*** Opening Records shown ***

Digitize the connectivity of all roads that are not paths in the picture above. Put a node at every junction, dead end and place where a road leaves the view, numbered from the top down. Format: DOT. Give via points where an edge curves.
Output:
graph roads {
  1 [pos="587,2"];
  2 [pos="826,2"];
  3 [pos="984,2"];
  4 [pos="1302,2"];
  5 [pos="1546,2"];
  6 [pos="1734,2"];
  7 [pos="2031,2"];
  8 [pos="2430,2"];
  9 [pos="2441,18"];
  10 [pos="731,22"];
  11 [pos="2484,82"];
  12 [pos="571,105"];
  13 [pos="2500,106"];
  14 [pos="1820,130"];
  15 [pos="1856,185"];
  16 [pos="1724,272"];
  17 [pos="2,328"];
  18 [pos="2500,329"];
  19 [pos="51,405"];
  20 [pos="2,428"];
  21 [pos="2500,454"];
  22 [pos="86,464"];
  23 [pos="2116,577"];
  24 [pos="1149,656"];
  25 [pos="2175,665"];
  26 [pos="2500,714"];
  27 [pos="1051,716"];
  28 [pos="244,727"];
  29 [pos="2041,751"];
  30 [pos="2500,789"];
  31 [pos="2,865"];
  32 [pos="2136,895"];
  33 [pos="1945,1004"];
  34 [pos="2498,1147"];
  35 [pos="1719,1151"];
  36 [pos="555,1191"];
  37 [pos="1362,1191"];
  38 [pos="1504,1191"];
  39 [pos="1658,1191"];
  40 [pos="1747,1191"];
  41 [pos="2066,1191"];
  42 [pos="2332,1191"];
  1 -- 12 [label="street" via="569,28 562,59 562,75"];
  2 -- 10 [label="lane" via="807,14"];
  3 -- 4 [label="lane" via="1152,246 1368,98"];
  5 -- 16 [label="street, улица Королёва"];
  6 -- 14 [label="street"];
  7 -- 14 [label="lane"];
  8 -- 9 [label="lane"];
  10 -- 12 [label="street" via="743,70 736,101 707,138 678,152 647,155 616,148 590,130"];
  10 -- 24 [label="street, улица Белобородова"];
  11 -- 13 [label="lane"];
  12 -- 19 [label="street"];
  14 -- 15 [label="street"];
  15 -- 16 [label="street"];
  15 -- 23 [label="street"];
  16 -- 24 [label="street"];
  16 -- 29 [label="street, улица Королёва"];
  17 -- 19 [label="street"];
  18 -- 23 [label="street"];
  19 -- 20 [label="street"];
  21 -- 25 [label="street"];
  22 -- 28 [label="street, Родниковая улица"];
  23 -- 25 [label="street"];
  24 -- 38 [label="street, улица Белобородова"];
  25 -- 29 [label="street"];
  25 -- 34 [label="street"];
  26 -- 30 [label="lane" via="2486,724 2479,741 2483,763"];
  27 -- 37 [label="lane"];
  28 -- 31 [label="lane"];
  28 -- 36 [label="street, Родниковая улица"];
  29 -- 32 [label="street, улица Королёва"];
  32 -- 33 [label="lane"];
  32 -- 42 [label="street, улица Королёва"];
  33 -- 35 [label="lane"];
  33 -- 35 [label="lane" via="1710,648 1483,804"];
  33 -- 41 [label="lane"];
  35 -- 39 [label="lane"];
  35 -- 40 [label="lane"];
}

*** Closing Records shown ***

### What you should do
Give back the whole listing exactly.

### Answer box
Digitize the connectivity of all roads that are not paths in the picture above. Put a node at every junction, dead end and place where a road leaves the view, numbered from the top down. Format: DOT. Give via points where an edge curves.
Output:
graph roads {
  1 [pos="587,2"];
  2 [pos="826,2"];
  3 [pos="984,2"];
  4 [pos="1302,2"];
  5 [pos="1546,2"];
  6 [pos="1734,2"];
  7 [pos="2031,2"];
  8 [pos="2430,2"];
  9 [pos="2441,18"];
  10 [pos="731,22"];
  11 [pos="2484,82"];
  12 [pos="571,105"];
  13 [pos="2500,106"];
  14 [pos="1820,130"];
  15 [pos="1856,185"];
  16 [pos="1724,272"];
  17 [pos="2,328"];
  18 [pos="2500,329"];
  19 [pos="51,405"];
  20 [pos="2,428"];
  21 [pos="2500,454"];
  22 [pos="86,464"];
  23 [pos="2116,577"];
  24 [pos="1149,656"];
  25 [pos="2175,665"];
  26 [pos="2500,714"];
  27 [pos="1051,716"];
  28 [pos="244,727"];
  29 [pos="2041,751"];
  30 [pos="2500,789"];
  31 [pos="2,865"];
  32 [pos="2136,895"];
  33 [pos="1945,1004"];
  34 [pos="2498,1147"];
  35 [pos="1719,1151"];
  36 [pos="555,1191"];
  37 [pos="1362,1191"];
  38 [pos="1504,1191"];
  39 [pos="1658,1191"];
  40 [pos="1747,1191"];
  41 [pos="2066,1191"];
  42 [pos="2332,1191"];
  1 -- 12 [label="street" via="569,28 562,59 562,75"];
  2 -- 10 [label="lane" via="807,14"];
  3 -- 4 [label="lane" via="1152,246 1368,98"];
  5 -- 16 [label="street, улица Королёва"];
  6 -- 14 [label="street"];
  7 -- 14 [label="lane"];
  8 -- 9 [label="lane"];
  10 -- 12 [label="street" via="743,70 736,101 707,138 678,152 647,155 616,148 590,130"];
  10 -- 24 [label="street, улица Белобородова"];
  11 -- 13 [label="lane"];
  12 -- 19 [label="street"];
  14 -- 15 [label="street"];
  15 -- 16 [label="street"];
  15 -- 23 [label="street"];
  16 -- 24 [label="street"];
  16 -- 29 [label="street, улица Королёва"];
  17 -- 19 [label="street"];
  18 -- 23 [label="street"];
  19 -- 20 [label="street"];
  21 -- 25 [label="street"];
  22 -- 28 [label="street, Родниковая улица"];
  23 -- 25 [label="street"];
  24 -- 38 [label="street, улица Белобородова"];
  25 -- 29 [label="street"];
  25 -- 34 [label="street"];
  26 -- 30 [label="lane" via="2486,724 2479,741 2483,763"];
  27 -- 37 [label="lane"];
  28 -- 31 [label="lane"];
  28 -- 36 [label="street, Родниковая улица"];
  29 -- 32 [label="street, улица Королёва"];
  32 -- 33 [label="lane"];
  32 -- 42 [label="street, улица Королёва"];
  33 -- 35 [label="lane"];
  33 -- 35 [label="lane" via="1710,648 1483,804"];
  33 -- 41 [label="lane"];
  35 -- 39 [label="lane"];
  35 -- 40 [label="lane"];
}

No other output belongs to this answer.